My husband was offered a career opportunity that excited us both, and we made the decision to move to Italy for three years. Three years of beauty, and discovery, and enjoyment… and also three years to lose all the markers of achievement and forums for proclamation that I so cherished:

  • I resigned from my job – a blessed chance to soak up my children’s early years, and a terrifying loss of my non-Mommy identity.
  • I tried to learn Italian – a lifelong dream to become bilingual that was so much harder, and more painful, and more humiliating than I ever imagined.
  • I lost my connection to my knowledge base – my life contracted to the little matters of cleaning house and school plays, a life I loved that still left me feeling small.

Perhaps what rocked me most of all, however, was the change of church environment. We moved from an incredibly warm and nurturing community to a church of fire and brimstone teaching and precious few relationships. The church selection was a consequence of circumstance and language; the relationships were more our fault, since we weren’t sure we wanted to let these fundamentalist people into our lives. In the end, I did let a few in. I am so glad that I did.

Relationships were the perfect antidote to a spiritual battleground that could have torn me apart.

My controlling need to be right – in my theology, in my biblical interpretation, in my practice, in all of it! – was confronted by preaching just as convinced of a mandate to declare TRUTH without apology. It was a grating combination.

I spent nearly a year squirming in my seat each Sunday night, biting my tongue to hold back rebuttal verses and contextual arguments. It was an effort to suppress my controlling need to always prove I was right, but I didn’t actually engage in these hypothetical debates. The one time I had tried, the preacher acknowledged my right to disagree, but made it clear he wasn’t backing down from his responsibility to preach THE TRUTH.

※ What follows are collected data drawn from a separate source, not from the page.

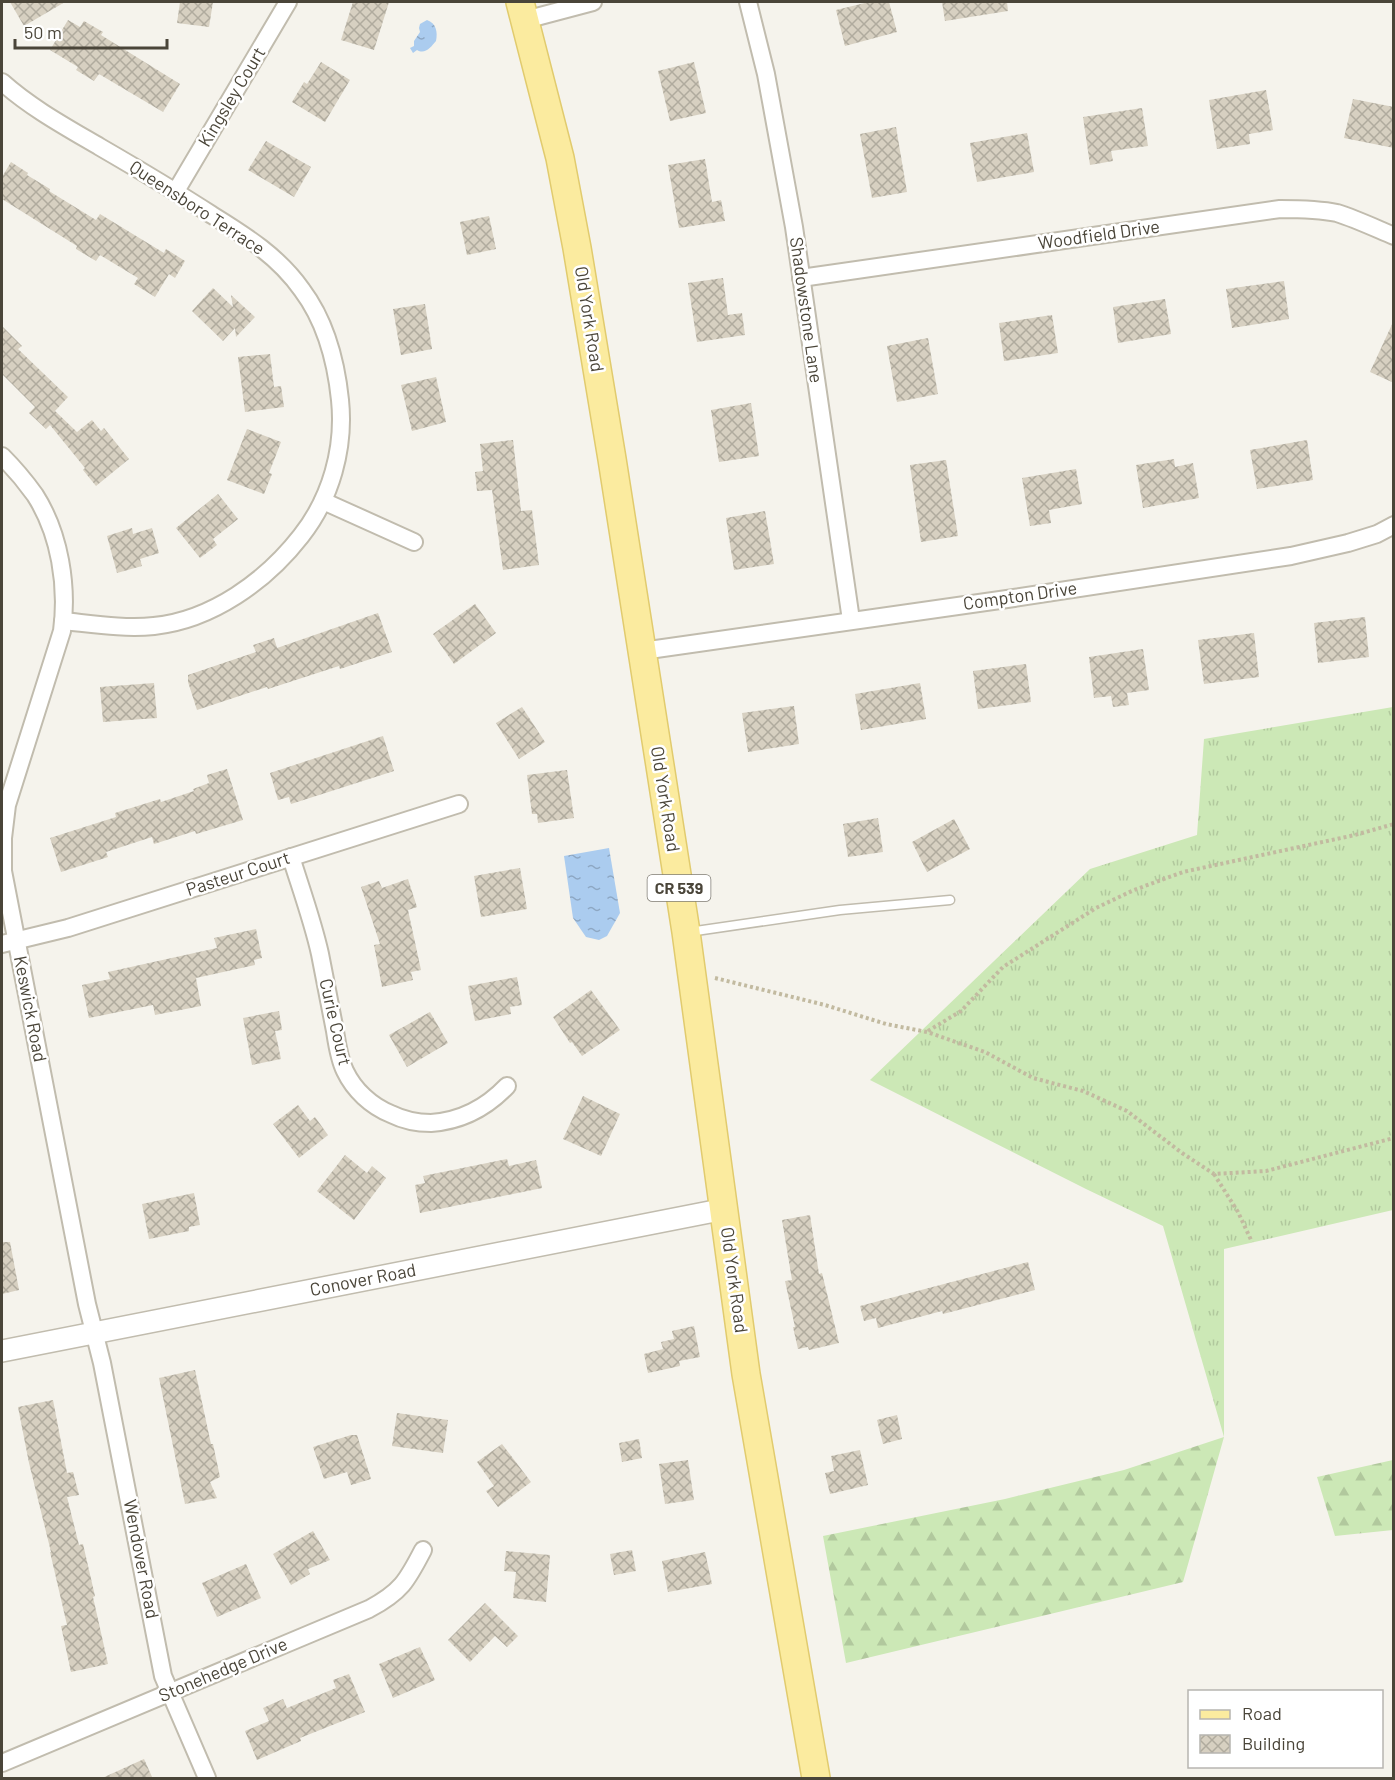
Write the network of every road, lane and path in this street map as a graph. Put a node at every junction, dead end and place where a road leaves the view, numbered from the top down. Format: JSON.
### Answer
{"nodes":[{"id":1,"x":288,"y":2,"type":"edge"},
{"id":2,"x":593,"y":2,"type":"edge"},
{"id":3,"x":748,"y":2,"type":"edge"},
{"id":4,"x":522,"y":11,"type":"edge"},
{"id":5,"x":2,"y":82,"type":"edge"},
{"id":6,"x":176,"y":191,"type":"junction"},
{"id":7,"x":1394,"y":236,"type":"edge"},
{"id":8,"x":801,"y":278,"type":"junction"},
{"id":9,"x":2,"y":456,"type":"edge"},
{"id":10,"x":323,"y":501,"type":"junction"},
{"id":11,"x":1394,"y":525,"type":"edge"},
{"id":12,"x":414,"y":542,"type":"dead end"},
{"id":13,"x":851,"y":620,"type":"junction"},
{"id":14,"x":63,"y":621,"type":"junction"},
{"id":15,"x":642,"y":651,"type":"junction"},
{"id":16,"x":459,"y":804,"type":"dead end"},
{"id":17,"x":1394,"y":824,"type":"edge"},
{"id":18,"x":291,"y":857,"type":"junction"},
{"id":19,"x":950,"y":900,"type":"dead end"},
{"id":20,"x":686,"y":932,"type":"junction"},
{"id":21,"x":9,"y":943,"type":"edge"},
{"id":22,"x":691,"y":972,"type":"junction"},
{"id":23,"x":927,"y":1032,"type":"junction"},
{"id":24,"x":507,"y":1086,"type":"dead end"},
{"id":25,"x":1394,"y":1138,"type":"edge"},
{"id":26,"x":1214,"y":1174,"type":"junction"},
{"id":27,"x":724,"y":1209,"type":"junction"},
{"id":28,"x":1252,"y":1242,"type":"dead end"},
{"id":29,"x":95,"y":1334,"type":"junction"},
{"id":30,"x":2,"y":1351,"type":"edge"},
{"id":31,"x":423,"y":1550,"type":"dead end"},
{"id":32,"x":170,"y":1693,"type":"junction"},
{"id":33,"x":2,"y":1763,"type":"edge"},
{"id":34,"x":207,"y":1779,"type":"edge"},
{"id":35,"x":816,"y":1779,"type":"edge"}],
"edges":[{"from":1,"to":6,"type":"street","name":"Kingsley Court"},
{"from":2,"to":4,"type":"street"},
{"from":3,"to":8,"type":"street","name":"Shadowstone Lane"},
{"from":4,"to":15,"type":"main road","name":"Old York Road","number":"CR 539"},
{"from":5,"to":6,"type":"street","name":"Queensboro Terrace"},
{"from":6,"to":10,"type":"street","name":"Queensboro Terrace"},
{"from":7,"to":8,"type":"street","name":"Woodfield Drive"},
{"from":8,"to":13,"type":"street","name":"Shadowstone Lane"},
{"from":9,"to":14,"type":"street","name":"Keswick Road"},
{"from":10,"to":12,"type":"street"},
{"from":10,"to":14,"type":"street","name":"Queensboro Terrace"},
{"from":11,"to":13,"type":"street","name":"Compton Drive"},
{"from":13,"to":15,"type":"street","name":"Compton Drive"},
{"from":14,"to":21,"type":"street","name":"Keswick Road"},
{"from":15,"to":20,"type":"main road","name":"Old York Road","number":"CR 539"},
{"from":16,"to":18,"type":"street","name":"Pasteur Court"},
{"from":17,"to":23,"type":"path"},
{"from":18,"to":21,"type":"street","name":"Pasteur Court"},
{"from":18,"to":24,"type":"street","name":"Curie Court"},
{"from":19,"to":20,"type":"lane"},
{"from":20,"to":22,"type":"main road","name":"Old York Road","number":"CR 539"},
{"from":21,"to":29,"type":"street","name":"Keswick Road"},
{"from":22,"to":23,"type":"path"},
{"from":22,"to":27,"type":"main road","name":"Old York Road","number":"CR 539"},
{"from":23,"to":26,"type":"path"},
{"from":25,"to":26,"type":"path"},
{"from":26,"to":28,"type":"path"},
{"from":27,"to":29,"type":"street","name":"Conover Road"},
{"from":27,"to":35,"type":"main road","name":"Old York Road","number":"CR 539"},
{"from":29,"to":30,"type":"street","name":"Conover Road"},
{"from":29,"to":32,"type":"street","name":"Wendover Road"},
{"from":31,"to":32,"type":"street","name":"Stonehedge Drive"},
{"from":32,"to":33,"type":"street","name":"Stonehedge Drive"},
{"from":32,"to":34,"type":"street","name":"Wendover Road"}]}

I felt battered and abused, and sometimes wondered why we were even going to church. In a season of life when all my comfortable markers of success has been stripped away, the last thing I needed was a church that continually questioned the validity of my salvation. I needed a church that would support me and affirm me; I needed a God who had created me with gifts and intelligence, not one who demanded that I reject my mind to prove my faithfulness.

This story could have ended very badly, with a broken woman and an abusive church and the choice to either reject my faith or reject myself.

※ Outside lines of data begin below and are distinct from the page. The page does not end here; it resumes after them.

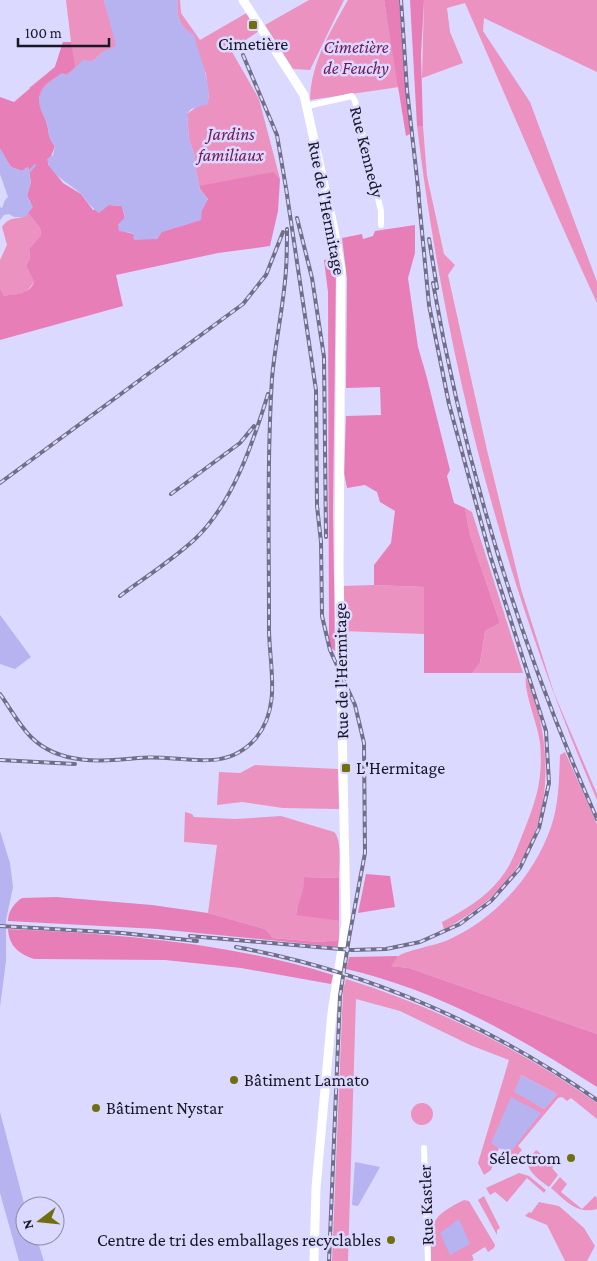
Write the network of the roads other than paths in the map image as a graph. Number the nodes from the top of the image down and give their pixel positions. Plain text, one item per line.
1 (243, 0) edge
2 (307, 106) junction
3 (381, 225) dead end
4 (424, 1148) dead end
5 (314, 1261) edge
6 (428, 1261) edge

1 - 2 street, Rue de l'Hermitage
2 - 3 street, Rue Kennedy
2 - 5 street, Rue de l'Hermitage
4 - 6 street, Rue Kastler

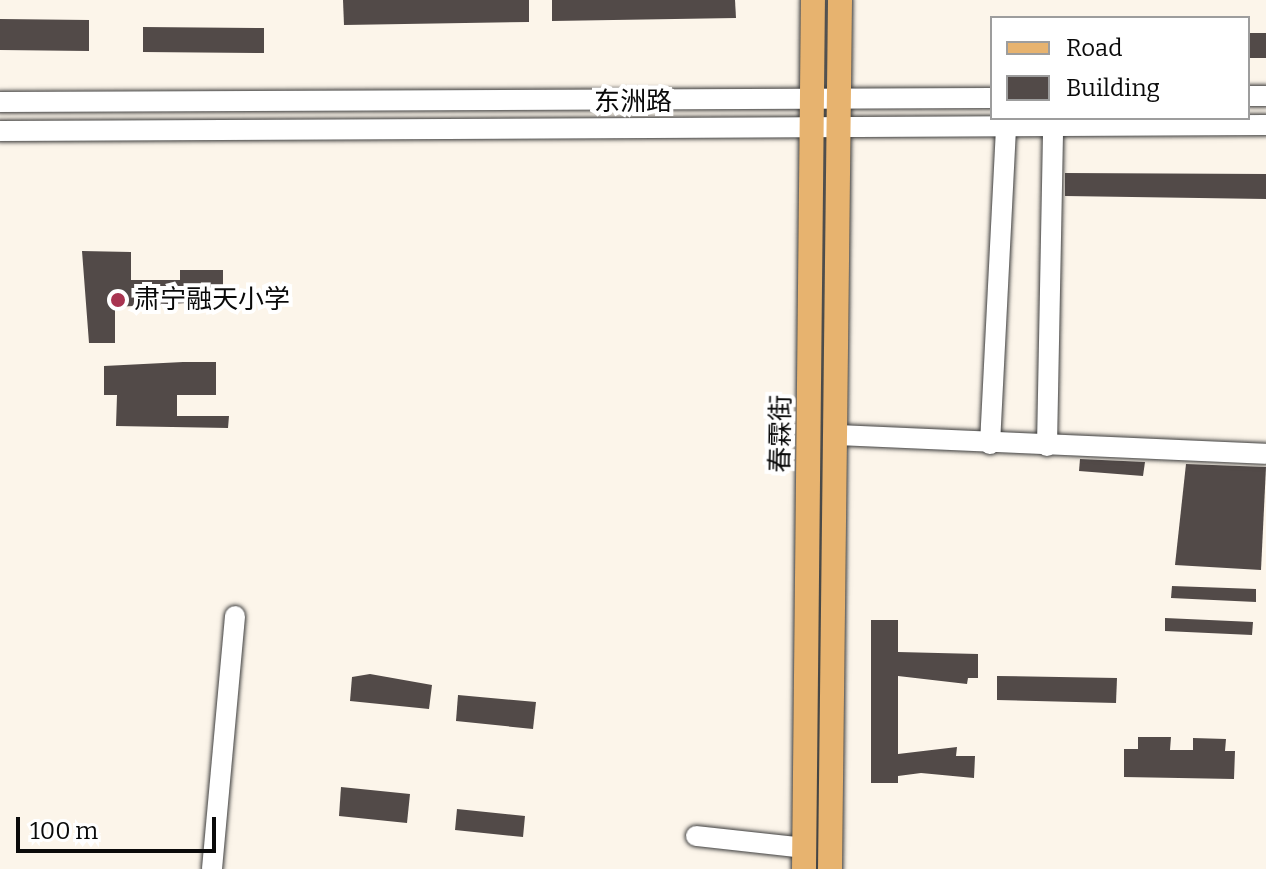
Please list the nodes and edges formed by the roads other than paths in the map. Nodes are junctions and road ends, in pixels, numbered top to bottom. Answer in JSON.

Instead, I found the miracle of imperfection. In a tiny woman’s Bible study in Basiglio, Italy, I formed relationships with women with whom I deeply disagreed … and those relationships weren’t about being perfect or right. They were about being present. We argued, certainly, and in those arguments I sometimes offered compelling arguments… and sometimes came up short. I sometimes lost the game of proof-texts, and floundered in trying to explain my disagreements. Our frame of reference was so wildly different that in the end all we could appeal to was the one thing we had in common: God.

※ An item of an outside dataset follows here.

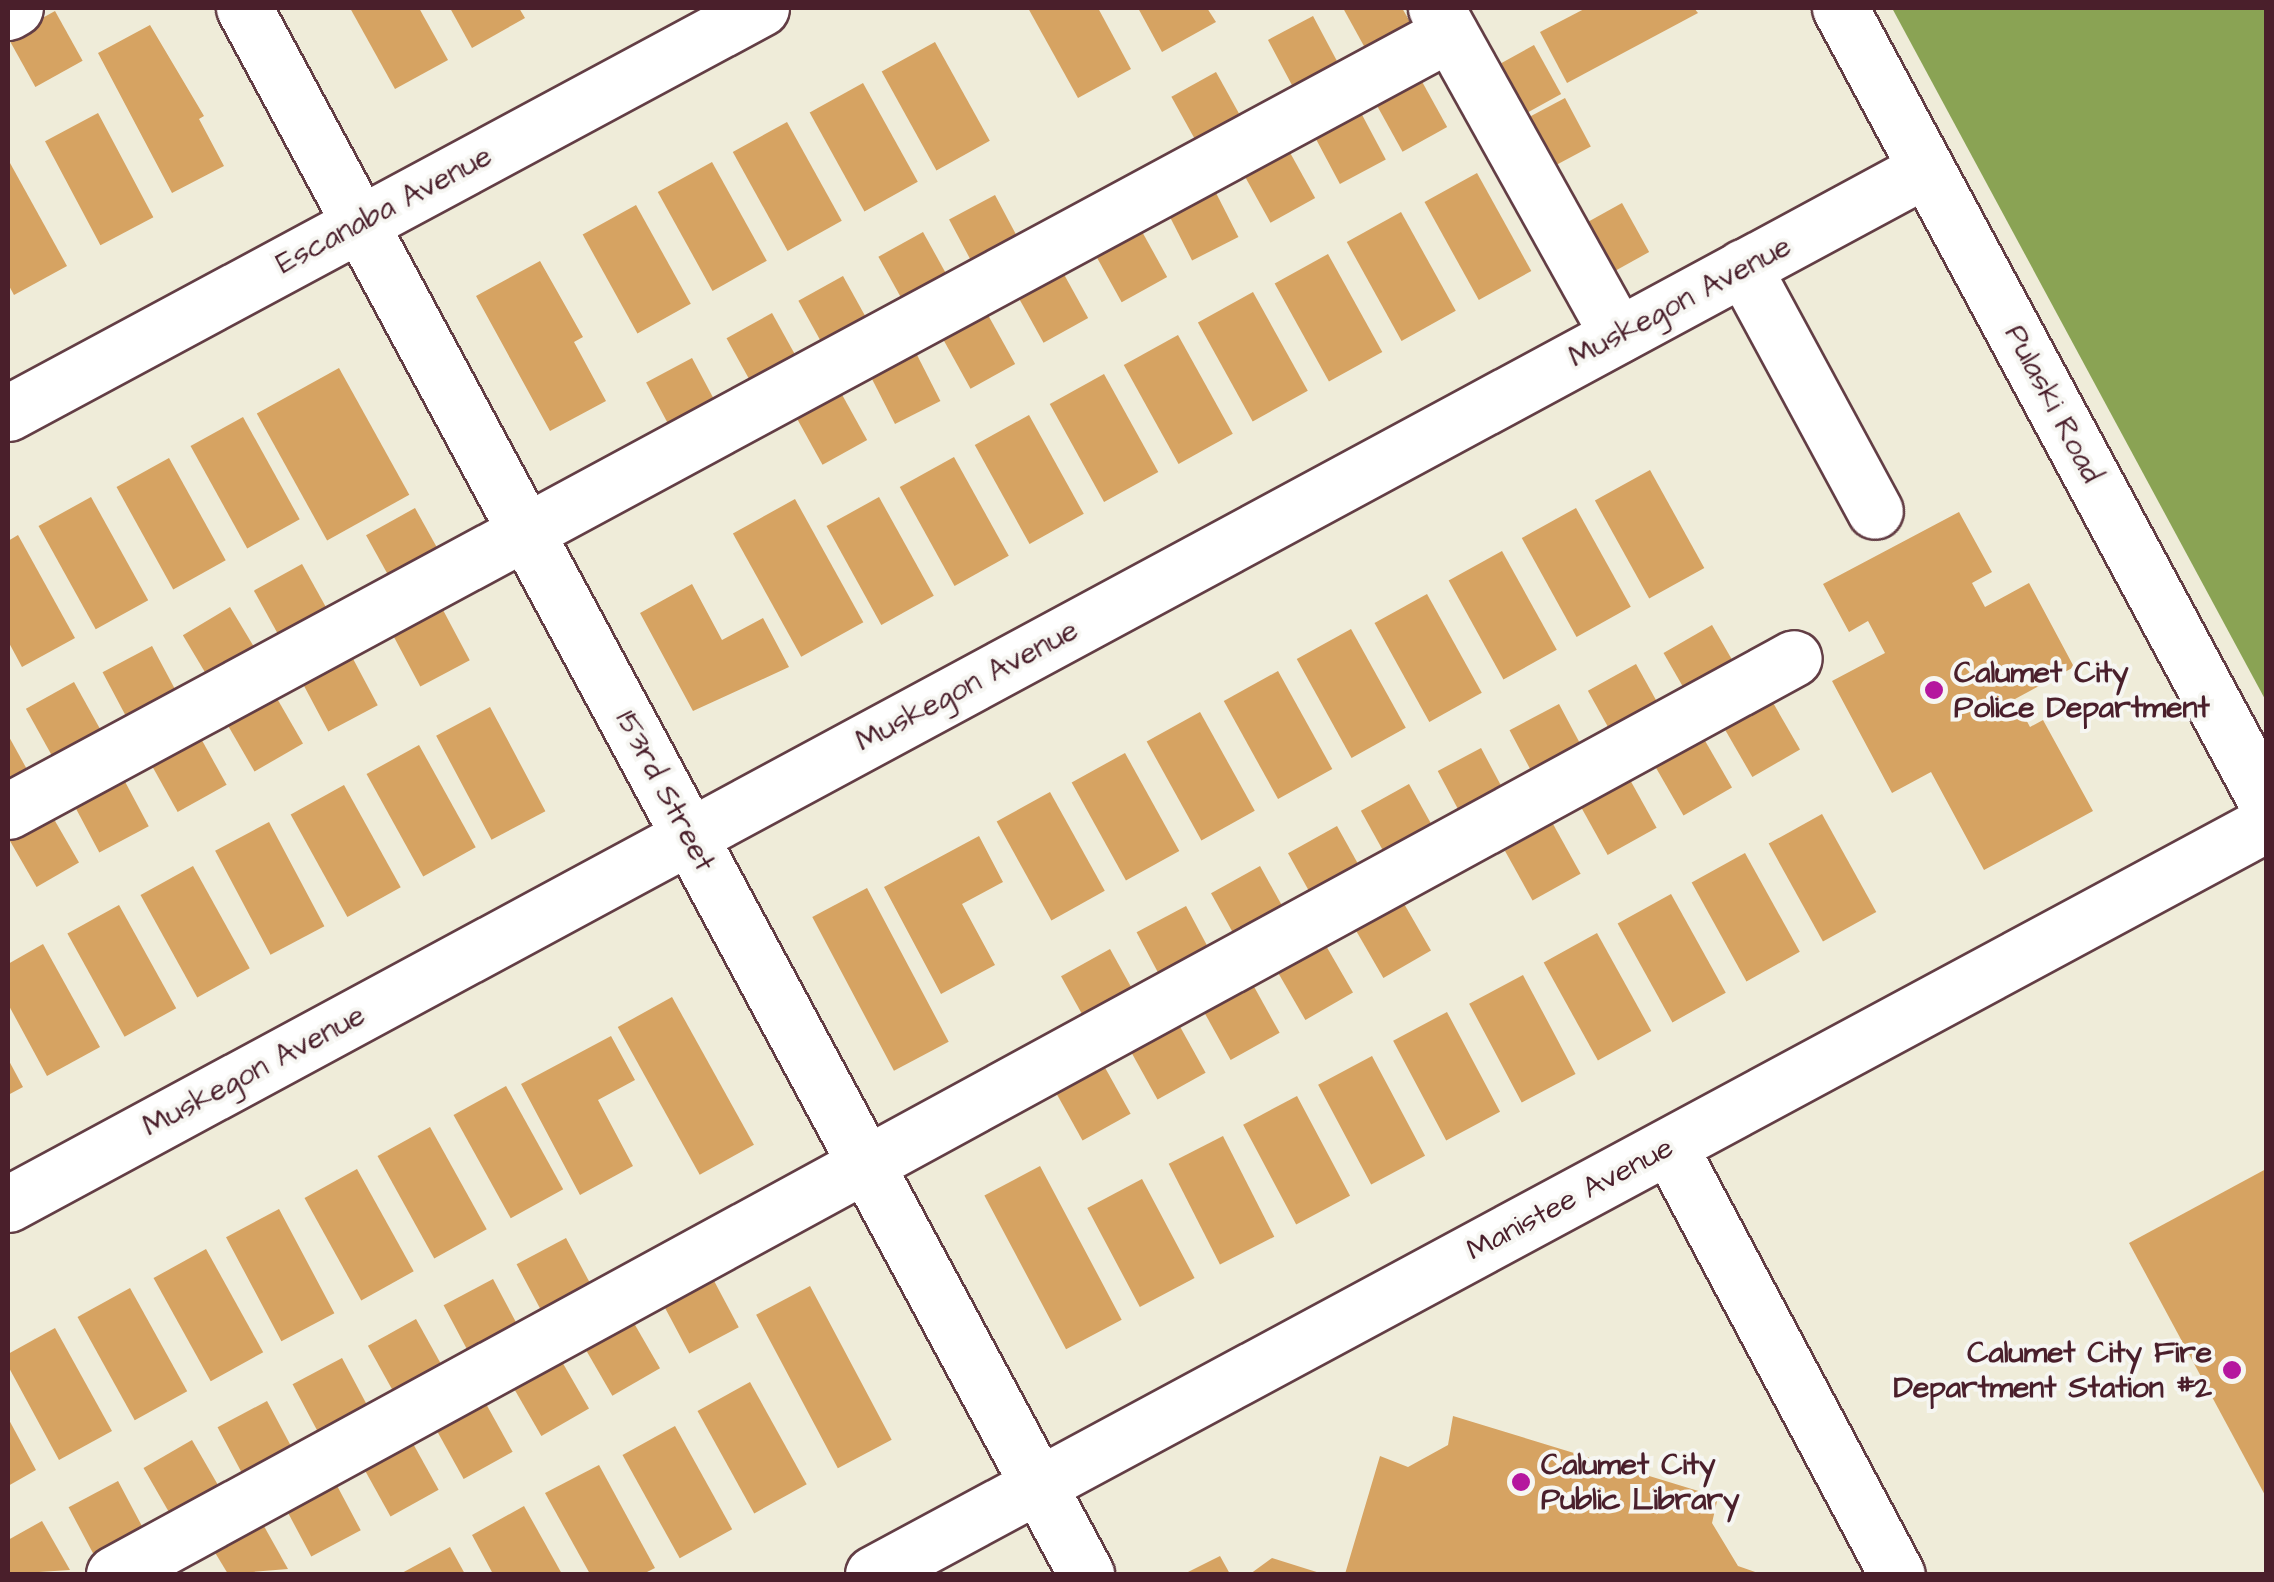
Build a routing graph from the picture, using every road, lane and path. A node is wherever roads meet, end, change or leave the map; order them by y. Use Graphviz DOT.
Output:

What a gift it was to realize that my imperfection, my lack of authority and winning arguments, my need to fall back on my trust in the way God has loved and guided me so far… this was my source of security in my faith.When it wasn’t about mastering tough theology in seminary, or leading adult forum at church, or getting it all right, all I could fall back on was “because God.”

Because I know God.

Because I hear God’s voice in the quiet of my soul.

Because even when I get it wrong, I know God gets it right.

Because God made me imperfect on purpose.

Because God is what gives me value.

I have a soft memory of tears welling up from my soul and spilling out in prayer as I sat curled on my bed in my Milan apartment. God I’ve tried so hard and it’s so painful and I feel like I don’t really know anything anymore. I don’t know what to do and I don’t know how to cope and I need you!

The precipitating event was a fear that maybe the preacher was right; that maybe I’d been wrong all this time; that all my efforts to know, and to master, and to argue my understanding of faith were all efforts in the wrong direction. The insecurity was devastating and I cried out from the pain of my own uncertainty.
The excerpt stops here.